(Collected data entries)
• • •
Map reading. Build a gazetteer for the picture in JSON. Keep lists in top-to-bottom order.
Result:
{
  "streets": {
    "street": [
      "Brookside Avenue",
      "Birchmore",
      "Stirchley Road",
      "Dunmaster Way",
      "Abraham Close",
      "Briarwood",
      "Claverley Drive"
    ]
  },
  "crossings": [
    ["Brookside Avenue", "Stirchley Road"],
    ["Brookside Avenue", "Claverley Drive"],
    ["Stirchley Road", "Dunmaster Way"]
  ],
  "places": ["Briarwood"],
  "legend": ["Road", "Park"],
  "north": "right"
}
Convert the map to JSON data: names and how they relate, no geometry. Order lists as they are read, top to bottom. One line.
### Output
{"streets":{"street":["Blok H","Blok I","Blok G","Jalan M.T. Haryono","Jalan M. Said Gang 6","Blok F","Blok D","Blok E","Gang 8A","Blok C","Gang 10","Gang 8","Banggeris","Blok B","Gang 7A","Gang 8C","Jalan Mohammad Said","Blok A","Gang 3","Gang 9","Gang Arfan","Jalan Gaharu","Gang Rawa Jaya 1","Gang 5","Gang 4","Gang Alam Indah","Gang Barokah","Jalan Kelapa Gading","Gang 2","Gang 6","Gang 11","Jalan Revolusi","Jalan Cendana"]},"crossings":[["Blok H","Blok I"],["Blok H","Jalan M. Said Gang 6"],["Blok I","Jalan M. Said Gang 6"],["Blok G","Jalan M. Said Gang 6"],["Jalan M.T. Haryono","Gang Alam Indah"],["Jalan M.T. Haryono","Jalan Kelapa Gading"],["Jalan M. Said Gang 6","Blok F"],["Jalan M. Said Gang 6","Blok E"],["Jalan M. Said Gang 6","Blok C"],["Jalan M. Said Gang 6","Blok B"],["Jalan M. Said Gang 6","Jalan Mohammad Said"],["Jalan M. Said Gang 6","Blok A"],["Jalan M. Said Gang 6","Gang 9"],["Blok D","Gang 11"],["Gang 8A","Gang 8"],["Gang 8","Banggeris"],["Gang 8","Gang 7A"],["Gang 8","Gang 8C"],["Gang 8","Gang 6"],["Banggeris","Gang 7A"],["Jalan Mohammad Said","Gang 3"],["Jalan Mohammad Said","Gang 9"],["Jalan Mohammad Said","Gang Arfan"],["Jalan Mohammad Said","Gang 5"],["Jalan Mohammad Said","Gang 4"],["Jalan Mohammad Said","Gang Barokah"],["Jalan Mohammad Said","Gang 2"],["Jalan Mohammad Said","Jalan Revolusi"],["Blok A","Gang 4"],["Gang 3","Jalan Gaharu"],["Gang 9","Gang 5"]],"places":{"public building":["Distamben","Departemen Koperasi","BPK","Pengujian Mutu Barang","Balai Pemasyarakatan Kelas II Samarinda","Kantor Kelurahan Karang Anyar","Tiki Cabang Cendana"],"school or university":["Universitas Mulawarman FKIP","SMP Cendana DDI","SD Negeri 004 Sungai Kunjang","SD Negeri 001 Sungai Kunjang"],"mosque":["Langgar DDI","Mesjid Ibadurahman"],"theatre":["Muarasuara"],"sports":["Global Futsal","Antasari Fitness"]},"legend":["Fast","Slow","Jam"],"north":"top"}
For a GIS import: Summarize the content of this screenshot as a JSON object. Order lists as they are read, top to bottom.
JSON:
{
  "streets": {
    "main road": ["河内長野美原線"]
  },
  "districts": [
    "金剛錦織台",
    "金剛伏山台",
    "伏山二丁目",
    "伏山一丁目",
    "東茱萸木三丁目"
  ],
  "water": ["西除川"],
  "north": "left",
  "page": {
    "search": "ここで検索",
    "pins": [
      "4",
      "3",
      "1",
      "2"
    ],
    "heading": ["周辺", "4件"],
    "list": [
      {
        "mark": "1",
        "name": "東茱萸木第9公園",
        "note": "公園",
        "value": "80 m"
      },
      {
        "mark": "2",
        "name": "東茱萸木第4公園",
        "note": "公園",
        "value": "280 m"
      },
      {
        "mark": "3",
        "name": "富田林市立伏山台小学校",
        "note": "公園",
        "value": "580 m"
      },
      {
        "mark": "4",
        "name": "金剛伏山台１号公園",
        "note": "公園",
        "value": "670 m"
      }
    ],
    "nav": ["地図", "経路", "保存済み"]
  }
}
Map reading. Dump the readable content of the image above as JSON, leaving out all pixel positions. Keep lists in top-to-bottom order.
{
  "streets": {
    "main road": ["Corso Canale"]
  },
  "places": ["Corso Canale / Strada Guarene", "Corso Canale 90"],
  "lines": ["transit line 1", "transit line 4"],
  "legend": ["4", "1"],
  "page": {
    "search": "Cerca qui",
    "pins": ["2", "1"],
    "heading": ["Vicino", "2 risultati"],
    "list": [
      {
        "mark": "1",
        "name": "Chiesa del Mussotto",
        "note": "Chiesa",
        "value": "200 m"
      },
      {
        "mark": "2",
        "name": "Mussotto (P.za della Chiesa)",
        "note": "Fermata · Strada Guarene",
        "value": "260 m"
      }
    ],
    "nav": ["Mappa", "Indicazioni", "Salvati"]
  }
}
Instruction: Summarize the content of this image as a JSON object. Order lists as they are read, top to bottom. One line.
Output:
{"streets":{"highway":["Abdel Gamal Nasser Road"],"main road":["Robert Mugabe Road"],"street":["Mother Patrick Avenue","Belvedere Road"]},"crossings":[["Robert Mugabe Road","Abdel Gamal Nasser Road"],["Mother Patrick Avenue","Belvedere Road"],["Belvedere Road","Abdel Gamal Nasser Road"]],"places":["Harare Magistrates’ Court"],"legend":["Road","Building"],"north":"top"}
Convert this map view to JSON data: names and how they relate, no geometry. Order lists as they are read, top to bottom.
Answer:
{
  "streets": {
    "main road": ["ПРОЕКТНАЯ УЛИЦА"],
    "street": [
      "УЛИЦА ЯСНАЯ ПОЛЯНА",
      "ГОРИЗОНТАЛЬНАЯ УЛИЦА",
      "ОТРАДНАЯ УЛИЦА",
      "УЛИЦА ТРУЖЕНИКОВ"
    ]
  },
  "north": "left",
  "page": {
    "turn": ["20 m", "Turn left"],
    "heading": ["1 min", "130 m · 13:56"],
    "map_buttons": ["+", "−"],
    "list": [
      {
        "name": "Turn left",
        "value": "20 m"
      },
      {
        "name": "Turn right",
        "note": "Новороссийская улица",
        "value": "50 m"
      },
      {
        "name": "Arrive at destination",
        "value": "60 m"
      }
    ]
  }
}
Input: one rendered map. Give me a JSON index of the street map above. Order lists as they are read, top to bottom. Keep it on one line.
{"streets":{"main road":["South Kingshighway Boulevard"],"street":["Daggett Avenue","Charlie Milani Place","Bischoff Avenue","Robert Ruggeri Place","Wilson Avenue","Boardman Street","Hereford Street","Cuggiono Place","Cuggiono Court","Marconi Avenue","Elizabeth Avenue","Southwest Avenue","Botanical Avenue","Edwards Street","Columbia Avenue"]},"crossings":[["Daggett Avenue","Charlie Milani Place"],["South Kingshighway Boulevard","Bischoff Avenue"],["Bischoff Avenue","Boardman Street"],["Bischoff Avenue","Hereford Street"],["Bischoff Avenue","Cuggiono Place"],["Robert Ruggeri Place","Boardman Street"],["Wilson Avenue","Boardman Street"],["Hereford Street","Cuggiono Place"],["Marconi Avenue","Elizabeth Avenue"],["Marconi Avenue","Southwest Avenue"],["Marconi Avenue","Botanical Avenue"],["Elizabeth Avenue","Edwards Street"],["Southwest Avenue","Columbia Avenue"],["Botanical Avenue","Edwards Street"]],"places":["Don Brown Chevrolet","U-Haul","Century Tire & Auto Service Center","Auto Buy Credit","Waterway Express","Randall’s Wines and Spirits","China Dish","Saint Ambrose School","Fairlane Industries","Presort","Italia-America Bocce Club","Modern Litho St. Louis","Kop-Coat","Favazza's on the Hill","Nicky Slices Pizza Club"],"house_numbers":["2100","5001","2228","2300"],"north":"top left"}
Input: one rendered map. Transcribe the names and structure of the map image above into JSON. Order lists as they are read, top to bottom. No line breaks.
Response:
• • •
WHAT YOU ARE ASKED TO DO:
What do the lines from the one with "Input: one rendered map. Give" through the last line of the entries say? Print them word for word, both ends included, and nothing else.

ANSWER BELOW:
Input: one rendered map. Give me a JSON index of the street map above. Order lists as they are read, top to bottom. Keep it on one line.
{"streets":{"main road":["South Kingshighway Boulevard"],"street":["Daggett Avenue","Charlie Milani Place","Bischoff Avenue","Robert Ruggeri Place","Wilson Avenue","Boardman Street","Hereford Street","Cuggiono Place","Cuggiono Court","Marconi Avenue","Elizabeth Avenue","Southwest Avenue","Botanical Avenue","Edwards Street","Columbia Avenue"]},"crossings":[["Daggett Avenue","Charlie Milani Place"],["South Kingshighway Boulevard","Bischoff Avenue"],["Bischoff Avenue","Boardman Street"],["Bischoff Avenue","Hereford Street"],["Bischoff Avenue","Cuggiono Place"],["Robert Ruggeri Place","Boardman Street"],["Wilson Avenue","Boardman Street"],["Hereford Street","Cuggiono Place"],["Marconi Avenue","Elizabeth Avenue"],["Marconi Avenue","Southwest Avenue"],["Marconi Avenue","Botanical Avenue"],["Elizabeth Avenue","Edwards Street"],["Southwest Avenue","Columbia Avenue"],["Botanical Avenue","Edwards Street"]],"places":["Don Brown Chevrolet","U-Haul","Century Tire & Auto Service Center","Auto Buy Credit","Waterway Express","Randall’s Wines and Spirits","China Dish","Saint Ambrose School","Fairlane Industries","Presort","Italia-America Bocce Club","Modern Litho St. Louis","Kop-Coat","Favazza's on the Hill","Nicky Slices Pizza Club"],"house_numbers":["2100","5001","2228","2300"],"north":"top left"}
Input: one rendered map. Transcribe the names and structure of the map image above into JSON. Order lists as they are read, top to bottom. No line breaks.
Response:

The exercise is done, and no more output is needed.